→ Task instructions
Tally the lines of the records that contain the string "dead", then give the total and nothing more.

::::::

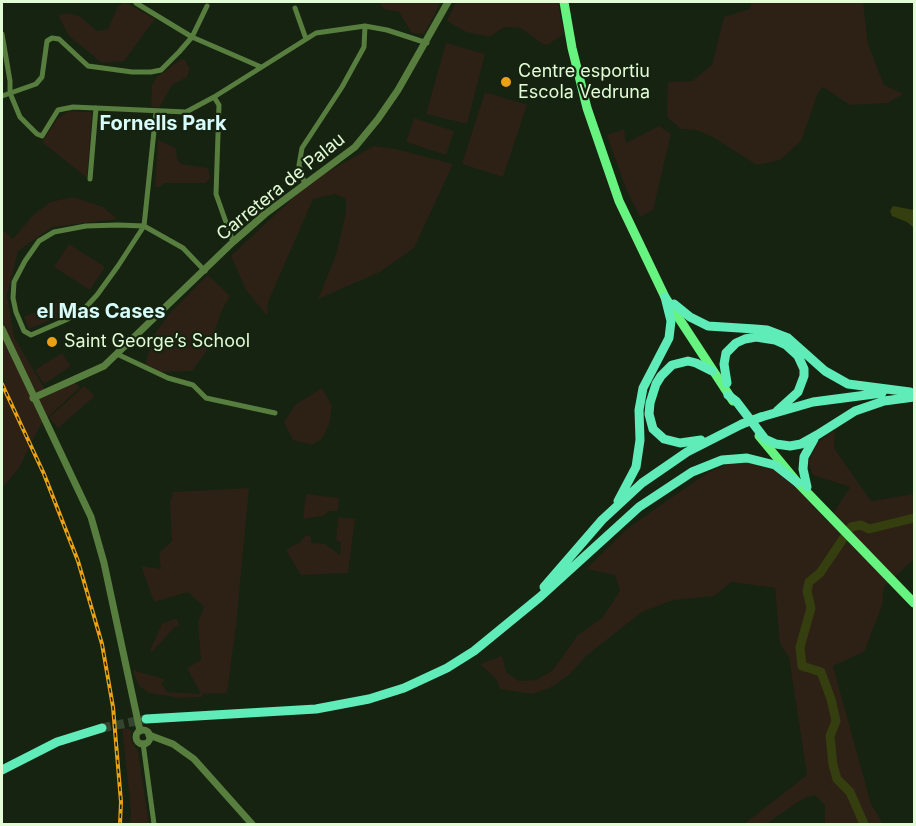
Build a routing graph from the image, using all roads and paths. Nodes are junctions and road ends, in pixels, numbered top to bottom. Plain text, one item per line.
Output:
1 (448, 2) edge
2 (564, 2) edge
3 (135, 3) edge
4 (207, 6) dead end
5 (294, 8) dead end
6 (365, 26) junction
7 (2, 34) edge
8 (192, 37) junction
9 (306, 39) junction
10 (427, 43) junction
11 (261, 67) junction
12 (10, 93) junction
13 (2, 96) edge
14 (214, 97) junction
15 (96, 108) junction
16 (156, 112) junction
17 (90, 179) dead end
18 (305, 185) junction
19 (144, 226) junction
20 (233, 242) junction
21 (649, 265) junction
22 (205, 271) junction
23 (665, 297) junction
24 (674, 304) junction
25 (2, 329) edge
26 (117, 354) junction
27 (712, 371) junction
28 (727, 383) junction
29 (913, 393) edge
30 (728, 395) junction
31 (33, 398) junction
32 (777, 411) junction
33 (275, 413) dead end
34 (817, 435) junction
35 (710, 439) junction
36 (771, 441) junction
37 (802, 485) junction
38 (615, 507) junction
39 (915, 603) edge
40 (520, 613) junction
41 (147, 719) tunnel mouth
42 (102, 728) tunnel mouth
43 (140, 730) junction
44 (149, 735) junction
45 (143, 743) junction
46 (2, 770) edge
47 (154, 825) edge
48 (252, 825) edge

1 - 10 street, Carretera de Palau
2 - 21 main road
3 - 8 street
4 - 8 street
5 - 9 street
6 - 9 street
6 - 10 street
6 - 18 street
7 - 12 street
8 - 11 street
8 - 12 street
9 - 11 street
10 - 18 street, Carretera de Palau
11 - 14 street
12 - 13 street
12 - 15 street
14 - 16 street
14 - 20 street
15 - 16 street
15 - 17 street
16 - 19 street
18 - 20 street, Carretera de Palau
19 - 19 street
19 - 22 street
20 - 22 street, Carretera de Palau
21 - 23 main road
21 - 24 main road
22 - 26 street, Carretera de Palau
23 - 27 main road
23 - 38 highway
24 - 28 main road
24 - 29 highway
25 - 31 street
26 - 31 street, Carretera de Palau
26 - 33 street
27 - 30 main road
27 - 35 highway
28 - 32 highway
28 - 36 main road
29 - 32 highway
29 - 34 highway
30 - 36 highway
30 - 37 main road
31 - 43 street
32 - 35 highway, bridge
34 - 36 highway
34 - 37 highway
35 - 38 highway
36 - 37 main road
37 - 39 main road
37 - 40 highway
38 - 40 highway
40 - 41 highway
42 - 46 highway
43 - 44 street
43 - 45 street
44 - 45 street
44 - 48 street
45 - 47 street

::::::

→ Response box
4